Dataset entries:

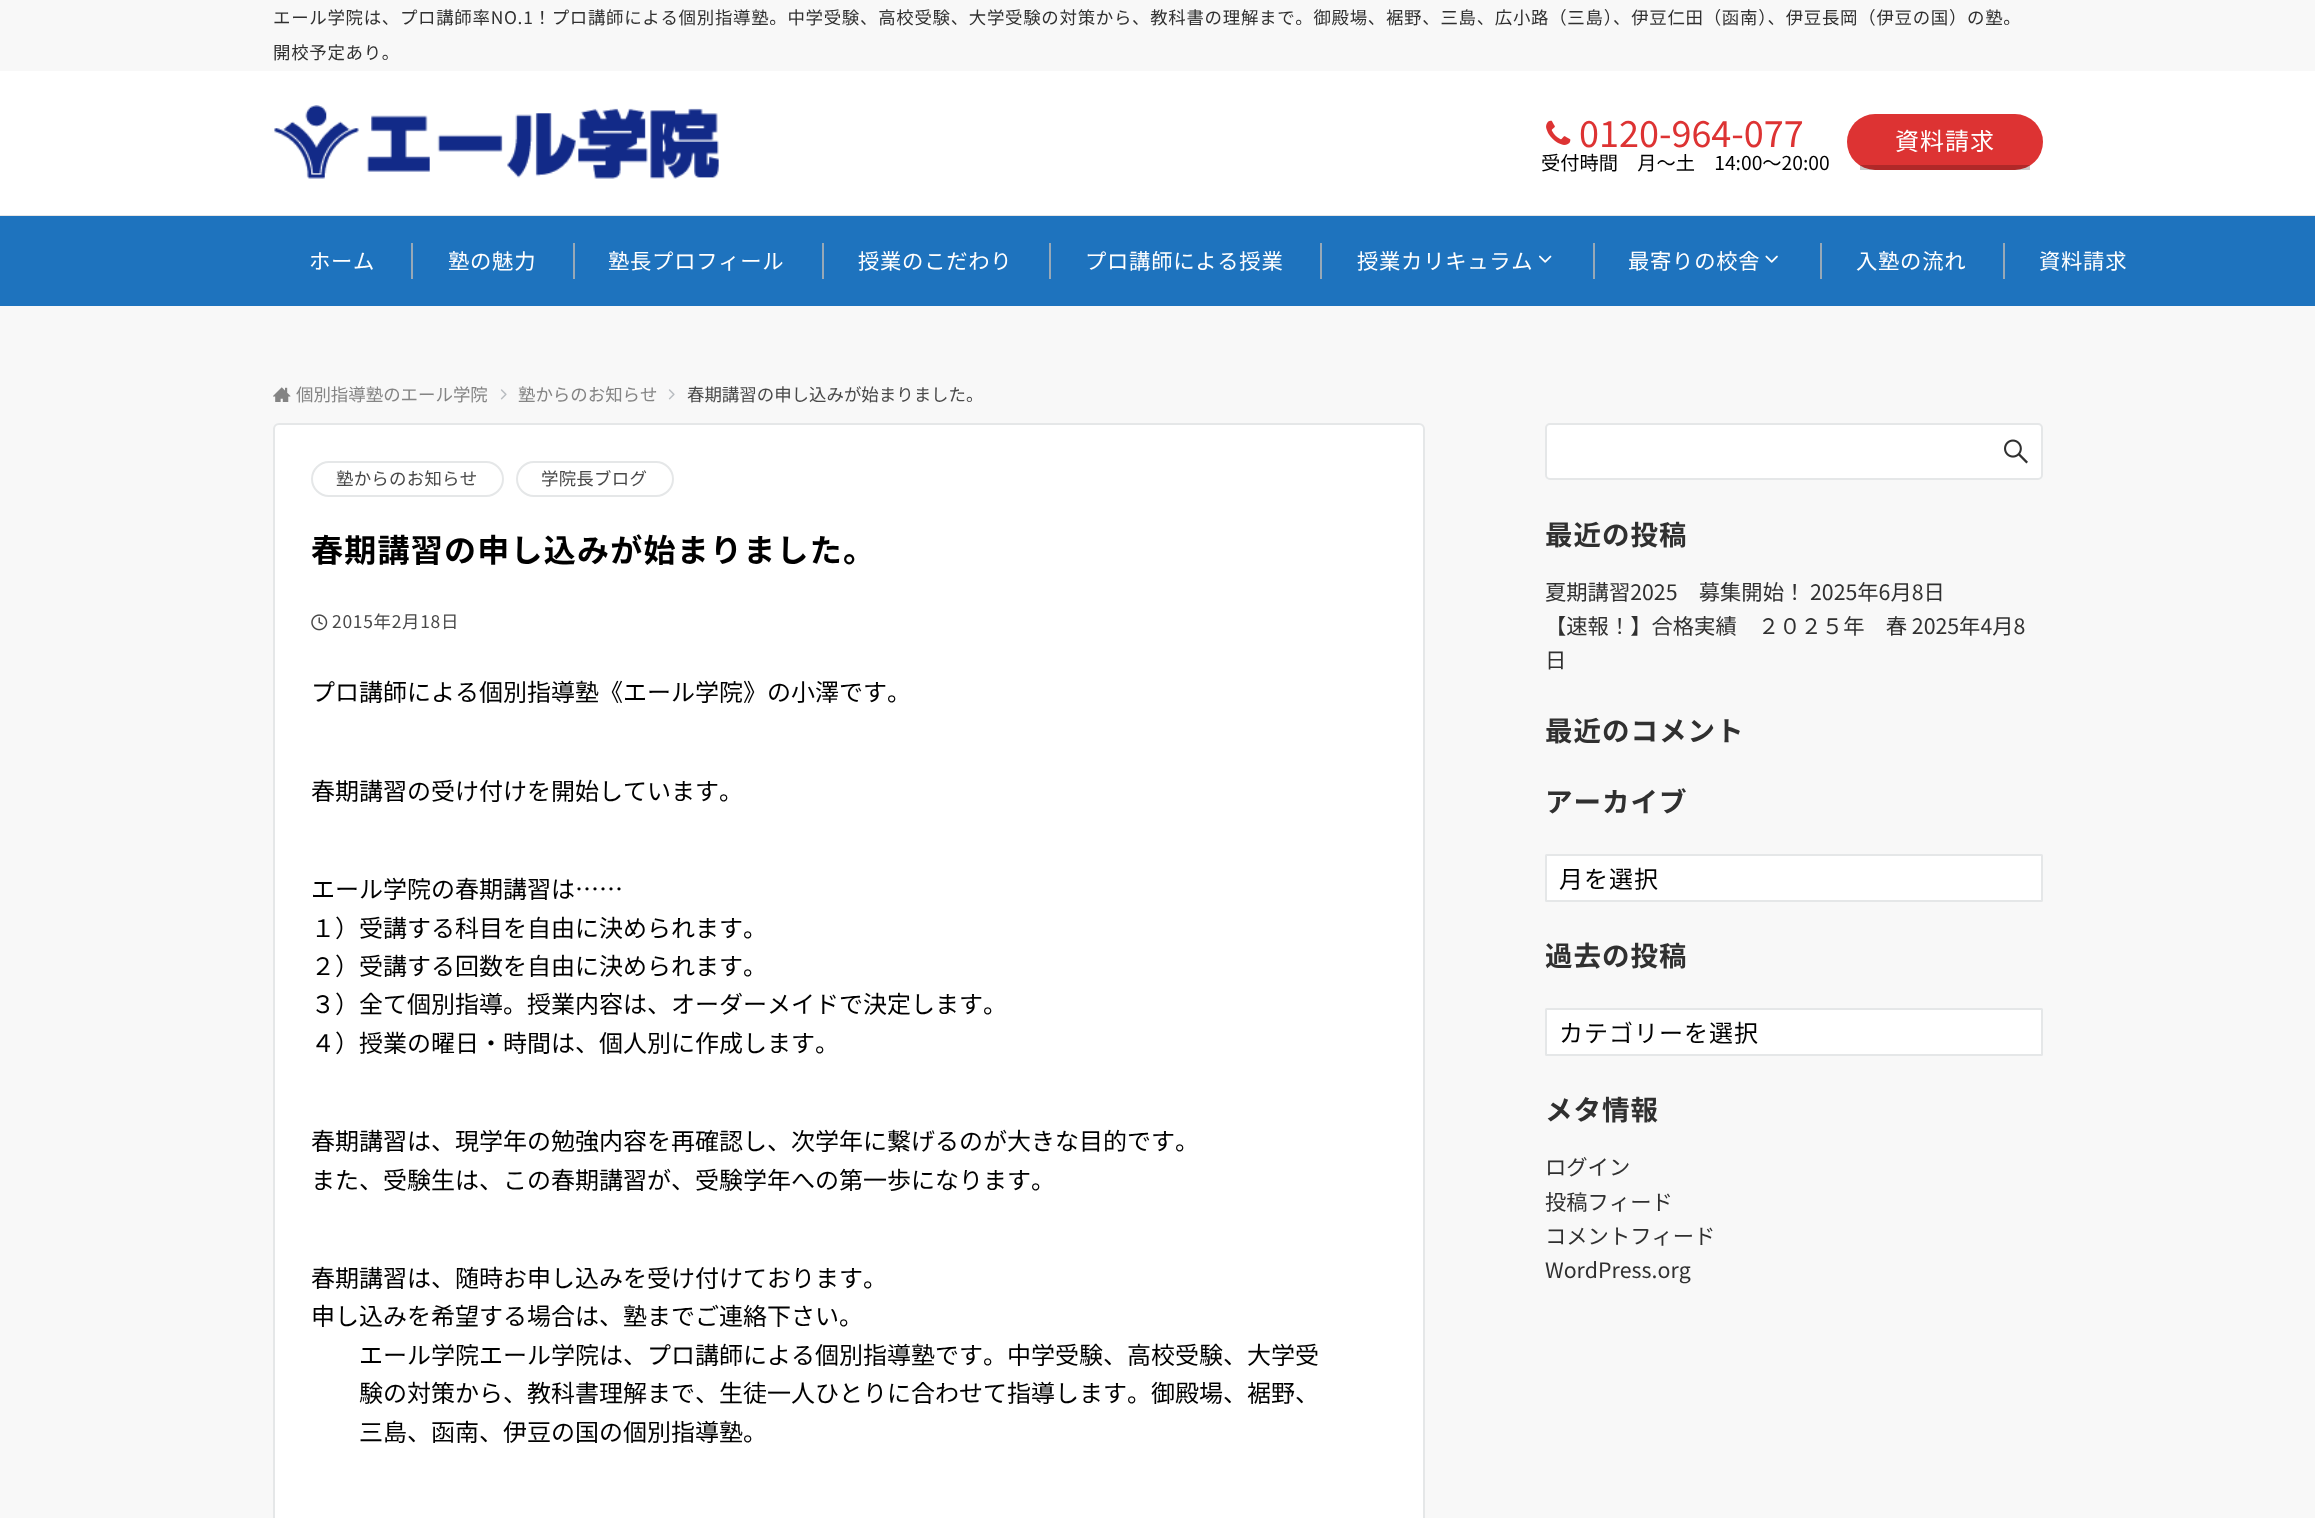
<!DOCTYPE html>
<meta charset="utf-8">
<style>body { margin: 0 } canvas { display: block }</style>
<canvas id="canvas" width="2315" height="1518"></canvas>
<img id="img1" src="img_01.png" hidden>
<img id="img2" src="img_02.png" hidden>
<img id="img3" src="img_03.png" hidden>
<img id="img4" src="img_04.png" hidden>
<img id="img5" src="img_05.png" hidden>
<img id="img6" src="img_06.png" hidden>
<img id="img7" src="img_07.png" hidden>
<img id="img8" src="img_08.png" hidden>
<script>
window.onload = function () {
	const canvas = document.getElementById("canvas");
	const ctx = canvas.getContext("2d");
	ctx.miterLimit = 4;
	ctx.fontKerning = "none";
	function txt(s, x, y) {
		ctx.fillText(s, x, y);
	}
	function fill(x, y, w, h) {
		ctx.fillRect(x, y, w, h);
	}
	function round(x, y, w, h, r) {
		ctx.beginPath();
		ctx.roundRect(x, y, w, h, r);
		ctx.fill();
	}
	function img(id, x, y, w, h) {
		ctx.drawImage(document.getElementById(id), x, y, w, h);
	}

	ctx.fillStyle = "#F8F8F8";
	fill(0, 0, 2315, 1518);
	ctx.fillStyle = "#FFFFFF";
	fill(0, 71, 2315, 144);
	ctx.fillStyle = "#E6E6E6";
	fill(0, 215, 2315, 1);
	img("img1", 274, 105, 445, 74);
	img("img2", 1546, 120, 25, 25);
	ctx.fillStyle = "#DD3333";
	round(1847, 114, 196, 56, 28);
	ctx.fillStyle = "rgba(0, 0, 0, 0.2)";
	fill(1860, 165, 170, 5);
	ctx.fillStyle = "#1E73BE";
	fill(0, 216, 2315, 90);
	ctx.fillStyle = "#97A8B7";
	fill(411, 243, 2, 36);
	fill(573, 243, 2, 36);
	fill(822, 243, 2, 36);
	fill(1049, 243, 2, 36);
	fill(1320, 243, 2, 36);
	img("img3", 1539, 255, 13, 8);
	fill(1593, 243, 2, 36);
	img("img4", 1765, 255, 13, 8);
	fill(1820, 243, 2, 36);
	fill(2003, 243, 2, 36);
	img("img5", 273, 387, 18, 15);
	img("img6", 500, 389, 7, 11);
	img("img6", 668, 389, 7, 11);
	ctx.fillStyle = "#FFFFFF";
	ctx.beginPath();
	ctx.roundRect(274, 424, 1150, 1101, 5);
	ctx.fill();
	ctx.strokeStyle = "#E5E7E8";
	ctx.lineWidth = 2;
	ctx.stroke();
	ctx.beginPath();
	ctx.roundRect(312, 462, 191, 34, 17);
	ctx.stroke();
	ctx.beginPath();
	ctx.roundRect(517, 462, 156, 34, 17);
	ctx.stroke();
	img("img7", 311, 614, 17, 17);
	ctx.beginPath();
	ctx.roundRect(1546, 424, 496, 55, 4);
	ctx.fill();
	ctx.stroke();
	img("img8", 2004, 439, 24, 25);
	ctx.beginPath();
	ctx.roundRect(1546, 855, 496, 46, 0.5);
	ctx.fill();
	ctx.stroke();
	ctx.beginPath();
	ctx.roundRect(1546, 1009, 496, 46, 0.5);
	ctx.fill();
	ctx.stroke();
	ctx.letterSpacing = "0.7px";
	ctx.font = "17.45px Noto Sans JP";
	ctx.fillStyle = "#303030";
	txt("エール学院は、プロ講師率NO.1！プロ講師による個別指導塾。中学受験、高校受験、大学受験の対策から、教科書の理解まで。御殿場、裾野、三島、広小路（三島）、伊豆仁田（函南）、伊豆長岡（伊豆の国）の塾。", 273, 24);
	txt("開校予定あり。", 273, 59);
	ctx.letterSpacing = "0px";
	ctx.font = "36px Noto Sans JP";
	ctx.fillStyle = "#DD3333";
	txt("0120-964-077", 1579, 147);
	ctx.font = "19.25px Noto Sans JP";
	ctx.fillStyle = "#000000";
	txt("受付時間　月〜土　14:00〜20:00", 1541, 170);
	ctx.letterSpacing = "1px";
	ctx.font = "24px Noto Sans JP";
	ctx.fillStyle = "#FFFFFF";
	txt("資料請求", 1895, 150);
	ctx.letterSpacing = "0.75px";
	ctx.font = "21.3px Noto Sans JP";
	txt("ホーム", 309, 269);
	txt("塾の魅力", 448, 269);
	txt("塾長プロフィール", 608, 269);
	txt("授業のこだわり", 858, 269);
	txt("プロ講師による授業", 1085, 269);
	txt("授業カリキュラム", 1357, 269);
	txt("最寄りの校舎", 1628, 269);
	txt("入塾の流れ", 1856, 269);
	txt("資料請求", 2039, 269);
	ctx.letterSpacing = "0px";
	ctx.font = "17.45px Noto Sans JP";
	ctx.fillStyle = "#848484";
	txt("個別指導塾のエール学院", 296, 401);
	txt("塾からのお知らせ", 518, 401);
	ctx.fillStyle = "#484848";
	txt("春期講習の申し込みが始まりました。", 687, 401);
	ctx.letterSpacing = "0.25px";
	txt("塾からのお知らせ", 336, 485);
	txt("学院長ブログ", 541, 485);
	ctx.letterSpacing = "1.25px";
	ctx.font = "bold 32px Noto Sans JP";
	ctx.fillStyle = "#000000";
	txt("春期講習の申し込みが始まりました。", 311, 562);
	ctx.letterSpacing = "0.7px";
	ctx.font = "17.45px Noto Sans JP";
	ctx.fillStyle = "#484848";
	txt("2015年2月18日", 332, 628);
	ctx.letterSpacing = "0px";
	ctx.font = "24px Noto Sans JP";
	ctx.fillStyle = "#000000";
	txt("プロ講師による個別指導塾《エール学院》の小澤です。", 311, 701);
	txt("春期講習の受け付けを開始しています。", 311, 800);
	txt("エール学院の春期講習は……", 311, 898);
	txt("１）受講する科目を自由に決められます。", 311, 937);
	txt("２）受講する回数を自由に決められます。", 311, 975);
	txt("３）全て個別指導。授業内容は、オーダーメイドで決定します。", 311, 1013);
	txt("４）授業の曜日・時間は、個人別に作成します。", 311, 1052);
	txt("春期講習は、現学年の勉強内容を再確認し、次学年に繋げるのが大きな目的です。", 311, 1150);
	txt("また、受験生は、この春期講習が、受験学年への第一歩になります。", 311, 1189);
	txt("春期講習は、随時お申し込みを受け付けております。", 311, 1287);
	txt("申し込みを希望する場合は、塾までご連絡下さい。", 311, 1325);
	txt("エール学院エール学院は、プロ講師による個別指導塾です。中学受験、高校受験、大学受", 359, 1364);
	txt("験の対策から、教科書理解まで、生徒一人ひとりに合わせて指導します。御殿場、裾野、", 359, 1402);
	txt("三島、函南、伊豆の国の個別指導塾。", 359, 1441);
	ctx.letterSpacing = "1px";
	ctx.font = "bold 27.5px Noto Sans JP";
	ctx.fillStyle = "#303030";
	txt("最近の投稿", 1545, 545);
	ctx.letterSpacing = "0px";
	ctx.font = "21.3px Noto Sans JP";
	txt("夏期講習2025　募集開始！ 2025年6月8日", 1545, 600);
	txt("【速報！】合格実績　２０２５年　春 2025年4月8", 1545, 634);
	txt("日", 1545, 668);
	ctx.letterSpacing = "1px";
	ctx.font = "bold 27.5px Noto Sans JP";
	txt("最近のコメント", 1545, 741);
	txt("アーカイブ", 1545, 812);
	ctx.font = "24px Noto Sans JP";
	ctx.fillStyle = "#000000";
	txt("月を選択", 1559, 888);
	ctx.font = "bold 27.5px Noto Sans JP";
	ctx.fillStyle = "#303030";
	txt("過去の投稿", 1545, 966);
	ctx.font = "24px Noto Sans JP";
	ctx.fillStyle = "#000000";
	txt("カテゴリーを選択", 1559, 1042);
	ctx.font = "bold 27.5px Noto Sans JP";
	ctx.fillStyle = "#303030";
	txt("メタ情報", 1545, 1120);
	ctx.letterSpacing = "0px";
	ctx.font = "21.3px Noto Sans JP";
	txt("ログイン", 1545, 1175);
	txt("投稿フィード", 1545, 1210);
	txt("コメントフィード", 1545, 1244);
	txt("WordPress.org", 1545, 1278);
};
</script>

● TASK GOAL:
If a line in the entries above has the word "canvas", copy it.

● SOLUTION FOR THIS TASK:
<style>body { margin: 0 } canvas { display: block }</style>
<canvas id="canvas" width="2315" height="1518"></canvas>
	const canvas = document.getElementById("canvas");
	const ctx = canvas.getContext("2d");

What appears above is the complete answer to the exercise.